Filmmaker Ken Burns. (Matt Sayles / Invision/AP )
Ken Burns came to the summer TV press tour Sunday afternoon bearing clips from his latest PBS documentary, “The Dust Bowl,” a four-hour, two-part film that will air in mid-November.
On a panel that also included writer and producer Dayton Duncan and Dust Bowl survivor Cal Crabill, Burns called the event that led to an exodus from Oklahoma to California during the 1930s “the greatest manmade ecological disaster in U.S. history.”
“This is a cautionary tale,” said Burns of the disaster, which coincided with much of the Great Depression, adding the documentary is not “inspirational.”

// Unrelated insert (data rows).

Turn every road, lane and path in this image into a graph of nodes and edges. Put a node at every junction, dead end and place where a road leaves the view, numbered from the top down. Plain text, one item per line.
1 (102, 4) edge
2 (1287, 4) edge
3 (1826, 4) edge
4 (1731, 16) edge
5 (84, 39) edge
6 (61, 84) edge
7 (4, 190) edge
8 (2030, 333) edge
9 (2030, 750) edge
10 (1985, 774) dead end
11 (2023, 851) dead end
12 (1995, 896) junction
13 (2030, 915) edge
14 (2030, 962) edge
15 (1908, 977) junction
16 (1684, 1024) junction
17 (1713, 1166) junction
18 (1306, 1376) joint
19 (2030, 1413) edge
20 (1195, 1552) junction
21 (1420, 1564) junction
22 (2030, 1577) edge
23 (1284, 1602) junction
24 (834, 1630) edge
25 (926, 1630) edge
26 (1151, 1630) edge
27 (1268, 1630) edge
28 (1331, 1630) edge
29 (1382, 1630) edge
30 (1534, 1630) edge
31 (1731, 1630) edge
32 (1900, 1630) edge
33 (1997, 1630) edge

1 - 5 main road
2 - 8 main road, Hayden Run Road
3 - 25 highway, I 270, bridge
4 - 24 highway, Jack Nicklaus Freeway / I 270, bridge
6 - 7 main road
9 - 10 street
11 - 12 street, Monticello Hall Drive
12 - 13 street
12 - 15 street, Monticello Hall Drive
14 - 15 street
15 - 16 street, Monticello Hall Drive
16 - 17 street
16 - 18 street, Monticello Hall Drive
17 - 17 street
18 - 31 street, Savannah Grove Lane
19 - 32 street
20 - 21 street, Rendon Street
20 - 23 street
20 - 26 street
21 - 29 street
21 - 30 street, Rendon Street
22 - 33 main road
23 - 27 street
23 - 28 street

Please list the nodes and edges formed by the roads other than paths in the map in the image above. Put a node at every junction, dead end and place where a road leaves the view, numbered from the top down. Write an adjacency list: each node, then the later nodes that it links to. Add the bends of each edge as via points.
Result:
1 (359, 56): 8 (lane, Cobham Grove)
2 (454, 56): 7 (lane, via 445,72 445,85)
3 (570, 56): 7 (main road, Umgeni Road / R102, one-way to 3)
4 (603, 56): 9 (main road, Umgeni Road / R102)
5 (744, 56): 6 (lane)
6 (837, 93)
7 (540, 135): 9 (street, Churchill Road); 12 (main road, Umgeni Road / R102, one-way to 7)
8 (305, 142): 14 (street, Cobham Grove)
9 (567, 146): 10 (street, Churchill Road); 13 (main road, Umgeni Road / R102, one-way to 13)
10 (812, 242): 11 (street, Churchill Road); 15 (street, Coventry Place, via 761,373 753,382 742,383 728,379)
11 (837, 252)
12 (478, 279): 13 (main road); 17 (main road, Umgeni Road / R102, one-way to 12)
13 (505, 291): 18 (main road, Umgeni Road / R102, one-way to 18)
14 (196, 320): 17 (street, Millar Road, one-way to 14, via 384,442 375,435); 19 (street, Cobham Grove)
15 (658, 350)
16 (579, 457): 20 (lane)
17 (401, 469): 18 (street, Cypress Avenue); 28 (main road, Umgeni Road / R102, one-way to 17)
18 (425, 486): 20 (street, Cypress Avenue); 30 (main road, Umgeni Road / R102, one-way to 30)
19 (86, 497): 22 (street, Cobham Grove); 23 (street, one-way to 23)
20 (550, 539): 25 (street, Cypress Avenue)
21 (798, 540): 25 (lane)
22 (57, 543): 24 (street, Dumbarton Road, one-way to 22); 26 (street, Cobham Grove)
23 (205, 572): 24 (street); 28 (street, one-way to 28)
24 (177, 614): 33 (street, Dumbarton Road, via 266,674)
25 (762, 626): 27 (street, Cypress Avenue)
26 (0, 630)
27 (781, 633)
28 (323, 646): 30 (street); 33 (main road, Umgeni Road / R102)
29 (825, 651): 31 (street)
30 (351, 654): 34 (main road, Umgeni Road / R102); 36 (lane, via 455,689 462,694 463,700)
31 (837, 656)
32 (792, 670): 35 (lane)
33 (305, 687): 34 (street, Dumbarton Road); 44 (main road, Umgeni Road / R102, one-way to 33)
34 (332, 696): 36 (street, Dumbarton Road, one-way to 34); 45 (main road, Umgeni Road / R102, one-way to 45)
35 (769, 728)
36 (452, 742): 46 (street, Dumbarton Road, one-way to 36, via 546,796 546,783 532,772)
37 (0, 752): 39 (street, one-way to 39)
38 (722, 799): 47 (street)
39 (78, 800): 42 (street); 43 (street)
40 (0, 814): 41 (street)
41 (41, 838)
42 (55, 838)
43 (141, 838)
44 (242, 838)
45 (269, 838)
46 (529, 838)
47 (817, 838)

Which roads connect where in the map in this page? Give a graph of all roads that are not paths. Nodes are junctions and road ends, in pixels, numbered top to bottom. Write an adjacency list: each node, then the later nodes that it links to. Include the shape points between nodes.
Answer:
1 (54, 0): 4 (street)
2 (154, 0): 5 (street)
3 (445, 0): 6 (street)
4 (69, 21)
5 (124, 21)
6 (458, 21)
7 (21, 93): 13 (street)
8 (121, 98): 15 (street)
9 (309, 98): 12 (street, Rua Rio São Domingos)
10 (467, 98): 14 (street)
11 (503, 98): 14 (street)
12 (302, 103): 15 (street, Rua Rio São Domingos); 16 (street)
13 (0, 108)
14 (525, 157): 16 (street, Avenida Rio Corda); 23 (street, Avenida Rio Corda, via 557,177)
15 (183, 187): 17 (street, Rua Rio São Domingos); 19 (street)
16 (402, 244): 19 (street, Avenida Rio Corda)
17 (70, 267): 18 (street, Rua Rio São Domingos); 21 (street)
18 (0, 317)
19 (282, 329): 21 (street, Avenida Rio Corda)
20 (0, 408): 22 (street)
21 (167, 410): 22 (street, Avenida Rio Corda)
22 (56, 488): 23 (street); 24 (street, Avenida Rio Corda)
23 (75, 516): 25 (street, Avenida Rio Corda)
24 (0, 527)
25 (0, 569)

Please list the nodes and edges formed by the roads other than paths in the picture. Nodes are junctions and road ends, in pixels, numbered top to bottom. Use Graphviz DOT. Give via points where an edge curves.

In one of the clips, a survivor talked about the huge clouds of dust that would blacken the skies for as long as 24 hours. Others recalled wearing makeshift air masks made from discarded flour bags to keep from inhaling dust.
Crabill told members of the Television Critics Assn. that he can remember being let out early from elementary school because of an approaching dust storm. Before seeking shelter in his home, he had to round up the cattle first, he said. The task, not uncommon for boys of his age at the time, took two to three hours, he added.
He narrowly survived. To the young Crabillm who was younger than 10 at the time, it seemed like “the end of the world.”
“We went from childhood to adulthood,” said Crabill, whose family later moved to Burbank to escape the Dust Bowl. “We didn’t get teenage years.”
Burns has a number of other projects in the works for PBS. The subjects include the Roosevelt family, the Vietnam War, baseball player Jackie Robinson, country-western music and author Ernest Hemingway.